La première personne vers laquelle je me suis tourné a été Sal, mon coiffeur. « Pas de problème, Signore Karp », m’a-t-il dit, son épais accent italien me rassurant sur le fait que ma vanité d’homme d’âge mûr était désormais recouverte du manteau de l’omertà.
L’année suivante, toutes les quatre semaines, Sal a rétabli avec art la couleur de mes cheveux de jeunesse. Un jour, ma fille adolescente, férue de mode, m’a vu assis au soleil et s’est exclamée, suffisamment fort pour que ma femme l’entende : « Oh mon Dieu, papa, tu t’es teint les cheveux ! ».
J’ai été démasqué. Ma femme, qui n’avait jamais soupçonné mon subterfuge amygdalien, s’en servait désormais comme d’une arme. Elle mettait fin à chaque dispute conjugale en prononçant le mot d’ordre suivant : « Qu’attends-tu d’un homme qui se teint les cheveux ? « Qu’attendez-vous d’un homme qui se teint les cheveux ! ».
C’était une bataille que je n’allais jamais gagner, j’ai laissé la nature suivre son cours. Je pense que Sal était plus bouleversé que moi.
À l’âge de 45 ans, j’ai abandonné ma carrière de publicitaire et je me suis installé à Los Angeles, où j’ai écrit pour la télévision et le cinéma. J’ai eu du succès, mais l’âgisme est endémique à Hollywood ; je suis retournée à New York et j’ai saisi la vague des « dot-com ». J’ai ouvert ma propre agence de publicité sur l’internet, et c’est là que les cheveux gris ont porté leurs fruits.
De nombreux jeunes gens aux cheveux bleus, aux anneaux dans le nez et aux connaissances informatiques ont également reconnu les promesses de l’ère numérique. Mais en 1995, les entreprises du Fortune 500 qui cherchaient une agence pour les aider à créer leur premier site web n’étaient pas impressionnées par un gamin capable de faire tourner leur logo. Elles voulaient travailler avec un vétéran du marketing capable de parler des objectifs, des stratégies et des obstacles à la réussite. Je n’avais plus besoin de teinture pour les cheveux. J’avais quelque chose de mieux : Gravitas.
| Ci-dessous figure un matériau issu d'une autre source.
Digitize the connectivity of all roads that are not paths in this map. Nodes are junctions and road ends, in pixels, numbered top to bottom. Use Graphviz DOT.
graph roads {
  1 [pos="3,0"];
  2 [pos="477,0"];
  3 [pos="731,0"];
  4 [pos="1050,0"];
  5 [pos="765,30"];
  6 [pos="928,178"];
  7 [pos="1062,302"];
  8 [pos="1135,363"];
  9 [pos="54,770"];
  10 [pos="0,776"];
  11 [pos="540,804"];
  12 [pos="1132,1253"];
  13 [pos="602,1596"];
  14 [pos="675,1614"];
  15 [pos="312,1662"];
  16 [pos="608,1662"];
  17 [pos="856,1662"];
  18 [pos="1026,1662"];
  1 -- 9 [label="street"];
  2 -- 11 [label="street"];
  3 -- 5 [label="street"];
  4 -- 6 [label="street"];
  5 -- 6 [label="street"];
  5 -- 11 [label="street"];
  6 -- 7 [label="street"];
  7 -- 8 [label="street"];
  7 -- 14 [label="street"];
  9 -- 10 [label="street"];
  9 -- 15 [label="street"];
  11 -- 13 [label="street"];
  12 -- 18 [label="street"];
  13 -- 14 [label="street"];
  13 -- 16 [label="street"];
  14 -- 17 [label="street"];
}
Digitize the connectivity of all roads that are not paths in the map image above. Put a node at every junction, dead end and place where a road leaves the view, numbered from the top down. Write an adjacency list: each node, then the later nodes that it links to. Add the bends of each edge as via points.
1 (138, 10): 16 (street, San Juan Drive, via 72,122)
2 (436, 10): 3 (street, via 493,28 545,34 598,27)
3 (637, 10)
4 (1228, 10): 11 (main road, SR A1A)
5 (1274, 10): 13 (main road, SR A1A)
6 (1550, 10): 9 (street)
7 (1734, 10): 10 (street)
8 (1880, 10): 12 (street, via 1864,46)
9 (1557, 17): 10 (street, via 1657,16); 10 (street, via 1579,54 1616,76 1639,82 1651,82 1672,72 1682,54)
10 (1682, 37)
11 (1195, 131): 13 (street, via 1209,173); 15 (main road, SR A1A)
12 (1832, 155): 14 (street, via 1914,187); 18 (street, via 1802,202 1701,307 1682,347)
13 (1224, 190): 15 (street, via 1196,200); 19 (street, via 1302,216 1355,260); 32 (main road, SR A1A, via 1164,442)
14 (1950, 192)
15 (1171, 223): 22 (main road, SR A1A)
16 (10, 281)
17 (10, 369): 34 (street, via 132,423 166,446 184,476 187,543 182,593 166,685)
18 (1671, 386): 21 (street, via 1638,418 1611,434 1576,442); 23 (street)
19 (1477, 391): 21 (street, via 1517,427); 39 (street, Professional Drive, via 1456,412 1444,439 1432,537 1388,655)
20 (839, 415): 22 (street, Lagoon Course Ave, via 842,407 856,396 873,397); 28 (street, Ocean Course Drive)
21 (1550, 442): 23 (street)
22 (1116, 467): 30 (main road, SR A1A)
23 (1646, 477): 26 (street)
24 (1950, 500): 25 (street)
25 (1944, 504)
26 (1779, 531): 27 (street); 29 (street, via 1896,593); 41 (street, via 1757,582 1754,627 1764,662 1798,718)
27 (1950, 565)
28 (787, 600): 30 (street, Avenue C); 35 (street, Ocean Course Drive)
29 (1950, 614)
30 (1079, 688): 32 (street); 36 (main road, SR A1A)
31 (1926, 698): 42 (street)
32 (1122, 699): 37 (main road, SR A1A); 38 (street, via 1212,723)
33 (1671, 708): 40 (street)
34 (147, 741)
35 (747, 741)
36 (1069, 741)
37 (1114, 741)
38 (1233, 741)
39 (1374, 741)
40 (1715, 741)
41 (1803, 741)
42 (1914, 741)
Cinq ans après la création de mon agence, je l’ai vendue et je suis immédiatement partie à la conquête de la dernière frontière. L’élément numéro un de ma liste de choses à faire : Écrire un livre. Cela a pris cinq ans, mais un mois avant mon soixante-quatrième anniversaire, mon premier roman, The Rabbit Factory, a été publié.
Le sceau était plus profond que je ne l’imaginais. Depuis, j’en ai écrit treize autres, et deux autres sont en cours d’écriture. Et dans mon dernier livre, NYPD Red 7 : The Murder Sorority, je mets en pratique ce que j’ai prêché ici. Alerte au spoiler : sautez les deux prochains paragraphes si vous avez l’intention de lire le livre.

Il y a cinq tueurs à gages dans NYPD Red 7, mais si cela devient un jour un film, ils ne peuvent pas être joués par des monstres hollywoodiens comme Chris Hemsworth, Channing Tatum ou Michael B. Jordan. En effet, mon équipe d’assassins est composée de seniors, dont certains ont plus de 70 ans. La retraite ne fait pas partie de mon vocabulaire, ni du leur.
J’ai pris un risque en écrivant ce livre. Qui veut lire sur les vieux ? Apparemment, beaucoup de gens. NYPD Red 7 a été qualifié de meilleur de la série et s’est retrouvé en tête des ventes sur Amazon. J’ai reçu plus de 5 000 critiques, commentaires et courriels positifs de la part de mes lecteurs, et la meilleure nouvelle, c’est que pas un seul d’entre eux ne se serait soucié de savoir si Mathusalem lui-même l’avait écrit.
Je crois que j’avais 35 ans lorsque j’ai commencé à paniquer devant le tic-tac de l’horloge. Je me disais que j’étais à mi-chemin des 70 ans. Il s’avère que j’étais mal informé. Vieillir ne signifie pas la fin de quoi que ce soit. Pour beaucoup d’entre nous, c’est le début des meilleures années de notre vie.
Références
Plus récemment, il a rédigé l’avant-propos de Tales from the Golden State of Mind, édité par Sandra K. Sullivan.